UNIDENTIFIED HAIDA ARTIST
unsigned.
LOT 74
ESTIMATE: $15,000 — $25,000
PRICE REALIZED: $14,400.00
Further images
Here another active group of figures (see lot 15) is frozen in time and mounted on a flat pedestal base: an aggressive bear and two humans, one armed and acting in defense, the other on the ground a victim of the bear’s wrath. The seated human figure wears a semi-conical spruce root hat of traditional form and holds a dagger in his right hand and what appears to be a club, inverted, in his left. The bear is crouched over the horizontal human, with its forepaws raised in an aggressive display of strength. The human victim below has its right hand grasping the right hind leg of the bear. The texture of the bear’s fur is represented by rows of small nicks carved into the surface of the bear’s body.

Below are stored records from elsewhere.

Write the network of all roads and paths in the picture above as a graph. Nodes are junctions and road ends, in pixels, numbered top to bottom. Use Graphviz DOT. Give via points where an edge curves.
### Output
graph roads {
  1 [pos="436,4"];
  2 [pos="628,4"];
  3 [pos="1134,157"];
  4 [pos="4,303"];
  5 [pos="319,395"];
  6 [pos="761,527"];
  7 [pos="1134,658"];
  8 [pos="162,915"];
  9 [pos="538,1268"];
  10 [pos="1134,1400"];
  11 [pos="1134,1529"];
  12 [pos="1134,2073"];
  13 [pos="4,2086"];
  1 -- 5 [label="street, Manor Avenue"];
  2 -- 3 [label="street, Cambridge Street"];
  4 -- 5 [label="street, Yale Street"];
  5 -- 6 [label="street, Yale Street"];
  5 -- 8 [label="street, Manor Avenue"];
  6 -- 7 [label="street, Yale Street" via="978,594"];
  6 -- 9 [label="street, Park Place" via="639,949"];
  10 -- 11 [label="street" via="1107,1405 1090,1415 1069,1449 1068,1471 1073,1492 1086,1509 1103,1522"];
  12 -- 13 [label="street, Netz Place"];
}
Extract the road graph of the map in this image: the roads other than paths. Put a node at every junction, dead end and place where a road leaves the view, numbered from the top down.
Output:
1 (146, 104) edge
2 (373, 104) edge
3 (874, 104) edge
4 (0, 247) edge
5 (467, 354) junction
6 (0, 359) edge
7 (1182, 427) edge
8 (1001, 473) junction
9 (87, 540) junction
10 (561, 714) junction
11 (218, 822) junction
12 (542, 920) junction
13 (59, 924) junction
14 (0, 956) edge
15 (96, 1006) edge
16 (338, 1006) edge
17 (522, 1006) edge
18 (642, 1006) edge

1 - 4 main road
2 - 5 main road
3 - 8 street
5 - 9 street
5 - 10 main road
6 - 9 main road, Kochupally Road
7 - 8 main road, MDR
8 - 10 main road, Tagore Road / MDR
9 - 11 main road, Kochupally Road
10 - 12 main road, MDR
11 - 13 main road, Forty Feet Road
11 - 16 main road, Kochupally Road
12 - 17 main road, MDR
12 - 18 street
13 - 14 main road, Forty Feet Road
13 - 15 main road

The artist has created a visually active, dynamic composition of the images, featuring a good deal of piercing and high relief between the figures, signs of a skilled and practiced carver. The rectangular base provides a solid foundation for the figures and a stable platform for the sculpture.
Steven C. Brown
References: For Haida figural groups with similar bear and human imagery see Leslie Drew and Douglas Wilson, Argillite: Art of the Haida, (Vancouver: Hancock House, 1980), pp. 141, 195-198; Peter L. Macnair and Alan L. Hoover, The Magic Leaves: A History of Haida Argillite Carving, (Royal BC Museum, 1984/2002), figs. 158-164; and Carol Sheehan, Pipes that won’t Smoke; Coal that won’t Burn: Haida Sculpture in Argillite, (Calgary: Glenbow Museum, 1981), cats. 76-81.